In rdinter/usdarnass: USDA NASS Quick Stats API

library("knitr")
opts_chunk$set(
  collapse = TRUE,
  eval = !(Sys.getenv("NASS_KEY") == ""),
  comment = "#>"
)

Introduction

usdarnass provides an alternative for downloading various USDA data from https://quickstats.nass.usda.gov/ through R. You must sign up for an API key from the mentioned website in order for this package to work.

The USDA's documentation on Quick Stats can be found throughout https://www.nass.usda.gov/Quick_Stats/index.php. A short description of what the data entail can be summarised from the Quick Stats description on data.gov:

Quick Stats is the National Agricultural Statistics Service's (NASS) online, self-service tool to access complete results from the 1997, 2002, 2007, and 2012 Censuses of Agriculture as well as the best source of NASS survey published estimates. The census collects data on all commodities produced on U.S. farms and ranches, as well as detailed information on expenses, income, and operator characteristics. The surveys that NASS conducts collect information on virtually every facet of U.S. agricultural production.

There are two main USDA sources within Quick Stats: censuses and surveys. The census values in Quick Stats start in 1997 while the survey values can range all the way back to 1850 and then annually since 1866. Although Agricultural Censuses occur once every 5 years (1997, 2002, 2007, 2012, and most recently 2017), USDA will administer other censuses, for instance the Census of Aquaculture, which explains the additional years of available census data.
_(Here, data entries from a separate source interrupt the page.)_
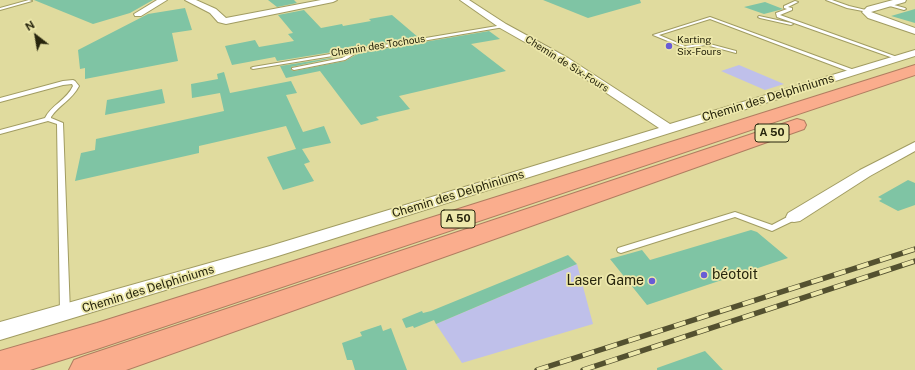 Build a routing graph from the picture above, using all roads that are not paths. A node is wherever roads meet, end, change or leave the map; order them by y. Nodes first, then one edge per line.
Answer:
1 (163, 0) edge
2 (189, 0) edge
3 (333, 0) edge
4 (464, 0) edge
5 (828, 0) edge
6 (30, 1) edge
7 (796, 2) dead end
8 (903, 4) edge
9 (0, 9) edge
10 (868, 10) junction
11 (138, 14) dead end
12 (760, 17) dead end
13 (503, 26) junction
14 (803, 26) junction
15 (915, 31) edge
16 (356, 52) junction
17 (734, 52) dead end
18 (915, 53) edge
19 (906, 64) edge
20 (253, 68) dead end
21 (294, 69) dead end
22 (855, 72) junction
23 (915, 84) edge
24 (0, 100) edge
25 (48, 119) junction
26 (669, 129) junction
27 (0, 132) edge
28 (915, 146) edge
29 (794, 217) joint
30 (621, 250) dead end
31 (65, 313) junction
32 (0, 331) edge
33 (0, 365) edge
34 (85, 370) edge

1 - 11 street
2 - 3 street
4 - 13 street, Chemin de Six-Fours
5 - 10 lane
6 - 9 lane
7 - 14 lane
8 - 10 street
10 - 15 street
12 - 14 lane
13 - 16 lane, Chemin des Tochous
13 - 26 street, Chemin de Six-Fours
14 - 19 lane
16 - 20 lane, Chemin des Tochous
16 - 21 lane
17 - 22 lane
18 - 19 street, Chemin des Delphiniums
19 - 22 street, Chemin des Delphiniums
19 - 33 highway, A 50
22 - 26 street, Chemin des Delphiniums
23 - 34 highway, A 50
24 - 25 lane
25 - 27 lane
25 - 31 lane
26 - 31 street, Chemin des Delphiniums
28 - 29 street
29 - 30 lane
31 - 32 street, Chemin des Delphiniums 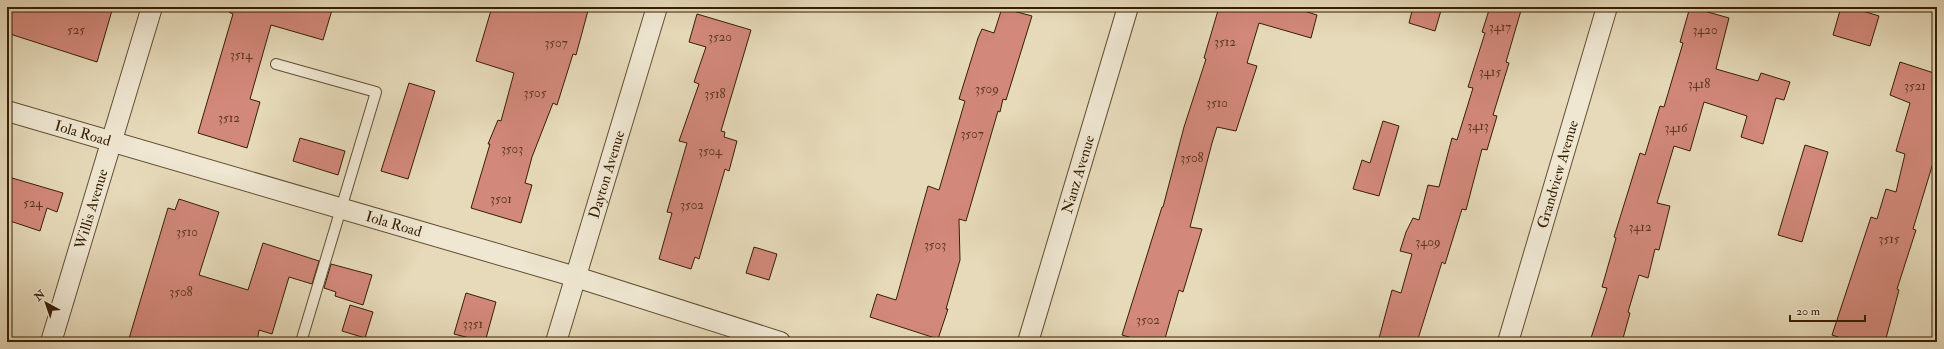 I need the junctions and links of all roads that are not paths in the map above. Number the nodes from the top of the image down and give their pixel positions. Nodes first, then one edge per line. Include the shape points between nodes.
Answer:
1 (152, 7) edge
2 (657, 7) edge
3 (1128, 7) edge
4 (1607, 7) edge
5 (276, 64) dead end
6 (7, 111) edge
7 (112, 142) junction
8 (341, 209) junction
9 (576, 277) junction
10 (51, 342) edge
11 (301, 342) edge
12 (556, 342) edge
13 (780, 342) edge
14 (1028, 342) edge
15 (1508, 342) edge

1 - 7 street, Willis Avenue
2 - 9 street, Dayton Avenue
3 - 14 street, Nanz Avenue
4 - 15 street, Grandview Avenue
5 - 8 lane via 376,92
6 - 7 street, Iola Road
7 - 8 street, Iola Road
7 - 10 street, Willis Avenue
8 - 9 street, Iola Road
8 - 11 lane
9 - 12 street, Dayton Avenue
9 - 13 street, Iola Road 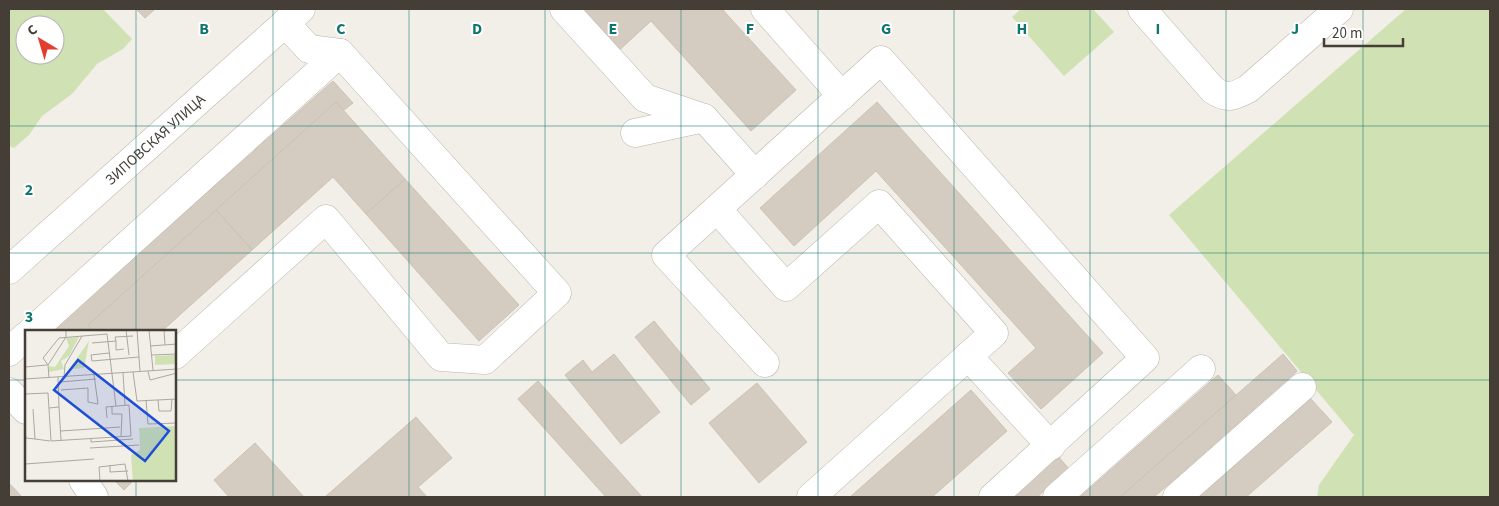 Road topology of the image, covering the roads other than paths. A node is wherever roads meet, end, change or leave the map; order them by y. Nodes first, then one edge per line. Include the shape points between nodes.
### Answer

At this time, there is no support for documenting the various kinds of data which can be extracted from Quick Stats and this package only serves as an R interface for downloading Quick Stats data. It is up to the user to understand the source of the data they download, most of which can be found at https://www.nass.usda.gov/Surveys/.

Package Install

usdarnass is currently on CRAN and can be installed with the typical method of using install.packages("usdarnass") in R. However, if you would like the development version then it can be installed with the use of devtools:

# install.packages("devtools")
devtools::install_github("rdinter/usdarnass")

Load package:

library("usdarnass")

Usage

If a query works on the https://quickstats.nass.usda.gov/ interface, then it will work with the usdarnass package. Keep in mind that there is a 50,000 observation limit for both the web interface and data queries with this package.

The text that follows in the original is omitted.